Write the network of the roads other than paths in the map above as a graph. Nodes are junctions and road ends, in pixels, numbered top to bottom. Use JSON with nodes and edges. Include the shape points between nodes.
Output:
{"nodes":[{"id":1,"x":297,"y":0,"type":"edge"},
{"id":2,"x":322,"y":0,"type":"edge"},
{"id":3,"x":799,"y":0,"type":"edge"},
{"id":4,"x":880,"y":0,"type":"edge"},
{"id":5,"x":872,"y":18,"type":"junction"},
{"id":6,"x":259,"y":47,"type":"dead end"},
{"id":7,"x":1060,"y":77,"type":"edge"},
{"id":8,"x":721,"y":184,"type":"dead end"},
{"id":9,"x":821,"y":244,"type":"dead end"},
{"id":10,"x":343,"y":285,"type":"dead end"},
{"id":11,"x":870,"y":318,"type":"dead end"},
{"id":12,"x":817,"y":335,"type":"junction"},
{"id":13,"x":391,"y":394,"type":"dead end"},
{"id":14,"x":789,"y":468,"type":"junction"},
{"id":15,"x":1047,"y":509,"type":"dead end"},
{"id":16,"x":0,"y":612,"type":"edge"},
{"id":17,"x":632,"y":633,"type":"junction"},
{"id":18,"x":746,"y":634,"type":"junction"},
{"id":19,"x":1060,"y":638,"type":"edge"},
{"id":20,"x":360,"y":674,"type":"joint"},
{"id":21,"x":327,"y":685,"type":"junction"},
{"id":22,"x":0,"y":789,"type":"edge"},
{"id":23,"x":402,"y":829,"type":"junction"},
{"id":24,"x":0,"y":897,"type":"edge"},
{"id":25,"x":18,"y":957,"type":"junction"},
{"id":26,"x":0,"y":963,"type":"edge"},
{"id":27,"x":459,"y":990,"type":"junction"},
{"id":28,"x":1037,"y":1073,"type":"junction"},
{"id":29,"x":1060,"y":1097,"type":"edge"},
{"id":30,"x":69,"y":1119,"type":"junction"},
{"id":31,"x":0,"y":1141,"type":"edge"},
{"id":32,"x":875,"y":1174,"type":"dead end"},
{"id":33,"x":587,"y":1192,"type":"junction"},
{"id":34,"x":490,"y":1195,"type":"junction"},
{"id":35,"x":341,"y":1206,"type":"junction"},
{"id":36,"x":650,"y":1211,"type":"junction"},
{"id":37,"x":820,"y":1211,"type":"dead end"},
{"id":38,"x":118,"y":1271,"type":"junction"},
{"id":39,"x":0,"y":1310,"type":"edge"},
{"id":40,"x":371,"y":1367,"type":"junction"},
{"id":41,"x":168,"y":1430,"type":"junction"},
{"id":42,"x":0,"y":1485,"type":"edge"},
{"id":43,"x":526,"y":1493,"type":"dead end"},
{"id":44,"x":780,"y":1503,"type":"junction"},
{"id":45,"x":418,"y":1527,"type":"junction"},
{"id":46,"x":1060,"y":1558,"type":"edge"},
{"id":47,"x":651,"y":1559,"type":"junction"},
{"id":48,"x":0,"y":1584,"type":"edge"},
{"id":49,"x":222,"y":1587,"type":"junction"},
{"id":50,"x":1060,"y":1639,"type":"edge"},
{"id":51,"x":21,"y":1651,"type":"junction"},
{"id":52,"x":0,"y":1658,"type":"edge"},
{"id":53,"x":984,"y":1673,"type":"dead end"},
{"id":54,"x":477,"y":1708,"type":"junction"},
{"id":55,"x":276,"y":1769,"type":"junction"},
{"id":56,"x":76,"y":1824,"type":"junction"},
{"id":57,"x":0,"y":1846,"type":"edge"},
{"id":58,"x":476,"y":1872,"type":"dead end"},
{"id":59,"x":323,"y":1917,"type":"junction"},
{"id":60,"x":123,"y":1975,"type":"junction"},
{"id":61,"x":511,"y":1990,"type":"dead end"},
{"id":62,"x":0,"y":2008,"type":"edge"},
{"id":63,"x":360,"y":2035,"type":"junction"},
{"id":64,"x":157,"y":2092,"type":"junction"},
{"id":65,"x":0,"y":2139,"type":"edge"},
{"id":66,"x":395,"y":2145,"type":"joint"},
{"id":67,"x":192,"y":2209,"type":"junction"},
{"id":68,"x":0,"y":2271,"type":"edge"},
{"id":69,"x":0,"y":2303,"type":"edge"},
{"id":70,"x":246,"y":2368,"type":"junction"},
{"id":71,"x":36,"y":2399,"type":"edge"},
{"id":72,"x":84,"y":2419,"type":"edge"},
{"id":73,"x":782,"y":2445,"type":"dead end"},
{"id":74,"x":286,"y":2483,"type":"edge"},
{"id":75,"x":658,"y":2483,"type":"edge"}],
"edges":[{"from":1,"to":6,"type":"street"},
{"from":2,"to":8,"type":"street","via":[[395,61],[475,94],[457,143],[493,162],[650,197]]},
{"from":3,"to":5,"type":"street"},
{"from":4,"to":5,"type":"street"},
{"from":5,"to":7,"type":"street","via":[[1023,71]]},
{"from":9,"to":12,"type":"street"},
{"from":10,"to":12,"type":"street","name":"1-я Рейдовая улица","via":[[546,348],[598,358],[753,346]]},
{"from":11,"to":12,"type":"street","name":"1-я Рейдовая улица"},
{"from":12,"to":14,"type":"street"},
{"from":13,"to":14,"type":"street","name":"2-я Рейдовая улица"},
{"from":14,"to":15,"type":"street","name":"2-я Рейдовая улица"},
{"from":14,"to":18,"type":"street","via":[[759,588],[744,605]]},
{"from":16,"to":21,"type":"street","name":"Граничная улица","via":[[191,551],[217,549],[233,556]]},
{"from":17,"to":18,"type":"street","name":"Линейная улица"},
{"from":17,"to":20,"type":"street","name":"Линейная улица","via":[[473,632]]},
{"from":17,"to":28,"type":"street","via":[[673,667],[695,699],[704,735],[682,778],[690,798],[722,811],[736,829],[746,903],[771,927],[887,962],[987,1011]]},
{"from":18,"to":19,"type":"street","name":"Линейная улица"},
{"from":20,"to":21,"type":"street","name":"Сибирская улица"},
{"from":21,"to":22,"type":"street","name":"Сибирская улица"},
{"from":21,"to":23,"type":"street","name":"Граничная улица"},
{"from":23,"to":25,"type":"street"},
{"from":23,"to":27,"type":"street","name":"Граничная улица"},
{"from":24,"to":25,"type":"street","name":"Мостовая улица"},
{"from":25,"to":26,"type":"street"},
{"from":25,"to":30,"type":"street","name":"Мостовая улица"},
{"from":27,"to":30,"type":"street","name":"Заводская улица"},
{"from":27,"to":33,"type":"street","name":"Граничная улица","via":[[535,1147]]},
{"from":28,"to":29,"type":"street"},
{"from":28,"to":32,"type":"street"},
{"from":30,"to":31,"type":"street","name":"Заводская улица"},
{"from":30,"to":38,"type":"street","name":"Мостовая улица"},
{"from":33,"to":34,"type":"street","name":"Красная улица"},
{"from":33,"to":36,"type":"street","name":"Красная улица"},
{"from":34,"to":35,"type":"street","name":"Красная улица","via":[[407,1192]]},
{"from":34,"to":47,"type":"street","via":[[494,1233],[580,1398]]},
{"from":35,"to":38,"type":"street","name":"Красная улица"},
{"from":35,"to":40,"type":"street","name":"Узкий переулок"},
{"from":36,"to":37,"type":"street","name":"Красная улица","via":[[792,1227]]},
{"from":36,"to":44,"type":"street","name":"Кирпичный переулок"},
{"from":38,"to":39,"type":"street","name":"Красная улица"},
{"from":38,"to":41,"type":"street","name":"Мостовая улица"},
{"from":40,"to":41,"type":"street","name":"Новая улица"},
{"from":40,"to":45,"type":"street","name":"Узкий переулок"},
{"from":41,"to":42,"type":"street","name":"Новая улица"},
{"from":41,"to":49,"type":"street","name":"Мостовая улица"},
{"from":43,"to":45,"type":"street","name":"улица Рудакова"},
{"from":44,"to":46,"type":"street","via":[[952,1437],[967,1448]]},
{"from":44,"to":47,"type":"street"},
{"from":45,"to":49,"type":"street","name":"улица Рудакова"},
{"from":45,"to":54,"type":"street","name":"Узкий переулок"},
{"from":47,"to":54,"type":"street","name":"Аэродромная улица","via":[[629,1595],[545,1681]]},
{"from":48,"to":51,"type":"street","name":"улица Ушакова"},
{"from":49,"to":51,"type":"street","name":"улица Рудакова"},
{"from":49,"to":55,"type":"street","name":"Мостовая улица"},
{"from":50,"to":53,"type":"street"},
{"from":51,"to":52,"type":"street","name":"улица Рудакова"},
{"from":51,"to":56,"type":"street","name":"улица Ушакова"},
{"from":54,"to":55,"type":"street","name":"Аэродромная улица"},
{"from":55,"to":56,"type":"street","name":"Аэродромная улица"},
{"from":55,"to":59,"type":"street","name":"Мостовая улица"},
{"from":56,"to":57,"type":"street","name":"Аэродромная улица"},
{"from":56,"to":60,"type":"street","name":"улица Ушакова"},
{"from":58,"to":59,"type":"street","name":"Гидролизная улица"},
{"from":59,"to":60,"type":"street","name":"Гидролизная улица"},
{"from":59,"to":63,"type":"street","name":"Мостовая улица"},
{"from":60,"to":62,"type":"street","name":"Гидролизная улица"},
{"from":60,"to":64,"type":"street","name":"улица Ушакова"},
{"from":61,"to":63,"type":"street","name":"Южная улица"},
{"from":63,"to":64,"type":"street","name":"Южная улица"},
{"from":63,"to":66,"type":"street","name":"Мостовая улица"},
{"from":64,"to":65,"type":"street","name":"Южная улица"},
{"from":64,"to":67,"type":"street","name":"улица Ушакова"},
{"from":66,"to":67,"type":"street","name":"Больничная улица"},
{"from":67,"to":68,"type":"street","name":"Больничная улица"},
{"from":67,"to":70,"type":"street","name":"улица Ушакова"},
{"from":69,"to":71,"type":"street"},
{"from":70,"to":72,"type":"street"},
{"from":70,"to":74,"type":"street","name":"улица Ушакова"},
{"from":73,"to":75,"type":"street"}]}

● **Exercise description**:
Only lines containing the word "Рейдовая" should be copied from the material above.

● **Output of the task**:
{"from":10,"to":12,"type":"street","name":"1-я Рейдовая улица","via":[[546,348],[598,358],[753,346]]},
{"from":11,"to":12,"type":"street","name":"1-я Рейдовая улица"},
{"from":13,"to":14,"type":"street","name":"2-я Рейдовая улица"},
{"from":14,"to":15,"type":"street","name":"2-я Рейдовая улица"},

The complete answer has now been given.